DESCRIPTION OF THE TASK: Within the data below, tally the lines that contain "Sanoat" and state only the total.

WORKING DATA:

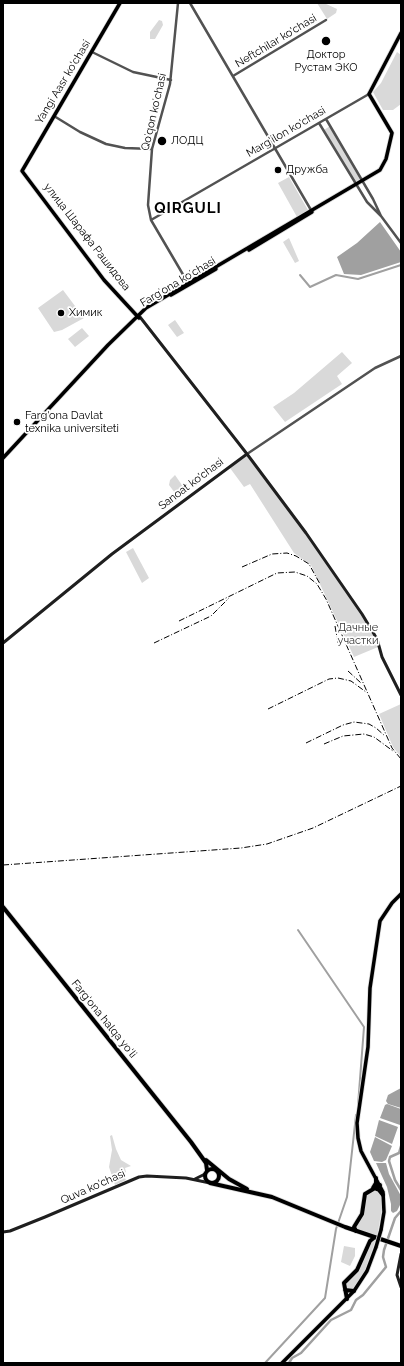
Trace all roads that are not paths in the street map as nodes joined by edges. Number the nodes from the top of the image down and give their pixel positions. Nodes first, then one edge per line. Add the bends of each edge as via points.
1 (120, 3) edge
2 (178, 3) edge
3 (190, 3) edge
4 (326, 20) dead end
5 (401, 33) edge
6 (92, 52) junction
7 (233, 76) junction
8 (171, 80) junction
9 (370, 93) junction
10 (54, 116) junction
11 (326, 119) junction
12 (320, 123) junction
13 (152, 149) junction
14 (275, 149) junction
15 (23, 171) joint
16 (363, 182) junction
17 (356, 185) junction
18 (374, 200) junction
19 (369, 204) junction
20 (312, 212) junction
21 (381, 216) junction
22 (151, 220) junction
23 (67, 229) junction
24 (401, 243) edge
25 (188, 284) junction
26 (139, 316) junction
27 (401, 356) edge
28 (247, 454) junction
29 (3, 460) edge
30 (3, 642) edge
31 (401, 695) edge
32 (401, 894) edge
33 (3, 907) edge
34 (191, 1142) junction
35 (216, 1170) junction
36 (206, 1172) junction
37 (376, 1178) junction
38 (194, 1180) junction
39 (210, 1183) junction
40 (380, 1185) junction
41 (373, 1188) junction
42 (257, 1193) junction
43 (383, 1195) junction
44 (356, 1224) junction
45 (345, 1227) junction
46 (356, 1231) junction
47 (3, 1232) edge
48 (362, 1233) junction
49 (375, 1237) junction
50 (401, 1246) edge
51 (367, 1248) junction
52 (401, 1254) edge
53 (401, 1287) edge
54 (345, 1290) junction
55 (354, 1291) junction
56 (350, 1296) junction
57 (347, 1299) junction
58 (282, 1363) edge

1 - 6 main road, Yangi Aasr ko'chasi
2 - 8 street, Qoʻqon koʻchasi
3 - 7 street
4 - 7 street, Neftchilar ko'chasi
5 - 9 main road
6 - 8 street via 133,72
6 - 10 main road, Yangi Aasr ko'chasi
7 - 14 street
8 - 13 street, Qoʻqon koʻchasi
9 - 11 street, Marg'ilon ko'chasi
9 - 16 main road, Fargʻona koʻchasi via 392,135 382,168
10 - 13 street via 106,144 124,148
10 - 15 main road, Yangi Aasr ko'chasi
11 - 12 street, Marg'ilon ko'chasi
11 - 16 street
12 - 14 street, Marg'ilon ko'chasi
12 - 17 street
13 - 22 street, Qoʻqon koʻchasi via 148,198
14 - 20 street
14 - 22 street, Marg'ilon ko'chasi
15 - 23 main road, улица Шарафа Рашидова
16 - 17 main road, Fargʻona koʻchasi
16 - 18 street
17 - 19 street
17 - 20 main road, Fargʻona koʻchasi
18 - 19 street
18 - 21 street
19 - 21 street
20 - 25 main road, Fargʻona koʻchasi
21 - 24 street
22 - 25 street, Qoʻqon koʻchasi
23 - 26 main road, улица Шарафа Рашидова via 113,289
23 - 26 main road via 112,290
25 - 26 main road, Fargʻona koʻchasi via 150,306
26 - 28 main road
26 - 29 main road, Fargʻona koʻchasi
27 - 28 street, Sanoat ko'chasi via 375,368
28 - 30 main road, Sanoat ko'chasi via 103,561
28 - 31 main road via 362,614 377,639 382,657
32 - 37 main road via 380,921 370,988 368,1048 357,1123 361,1151
33 - 34 highway, Farg‘ona halqa yo‘li
34 - 35 highway, Farg‘ona halqa yo‘li
34 - 36 highway, Farg‘ona halqa yo‘li via 206,1163
35 - 36 highway via 212,1168
35 - 39 highway via 218,1180
35 - 42 highway, Farg‘ona halqa yo‘li
36 - 38 main road
36 - 39 highway, Farg‘ona halqa yo‘li via 206,1180
37 - 40 main road
37 - 41 highway
38 - 39 main road, Farg‘ona halqa yo‘li
38 - 47 main road, Quva ko'chasi via 148,1176 135,1178 45,1218
39 - 42 highway, Farg‘ona halqa yo‘li
40 - 41 highway
40 - 43 main road
41 - 43 highway
41 - 44 highway via 364,1195 362,1212
42 - 45 highway, Farg‘ona halqa yo‘li via 292,1204
43 - 55 main road, bridge via 384,1212 376,1247 367,1271
44 - 45 highway
44 - 46 highway
45 - 46 highway, Farg‘ona halqa yo‘li
46 - 48 highway, Farg‘ona halqa yo‘li
48 - 49 highway, Farg‘ona halqa yo‘li
48 - 51 highway via 367,1240
49 - 50 highway, Farg‘ona halqa yo‘li
49 - 51 highway
51 - 54 highway via 357,1270 344,1282
52 - 53 main road via 397,1275
54 - 55 highway
54 - 56 highway
54 - 57 highway
55 - 56 main road
56 - 57 main road
57 - 58 main road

YOUR SOLUTION: 2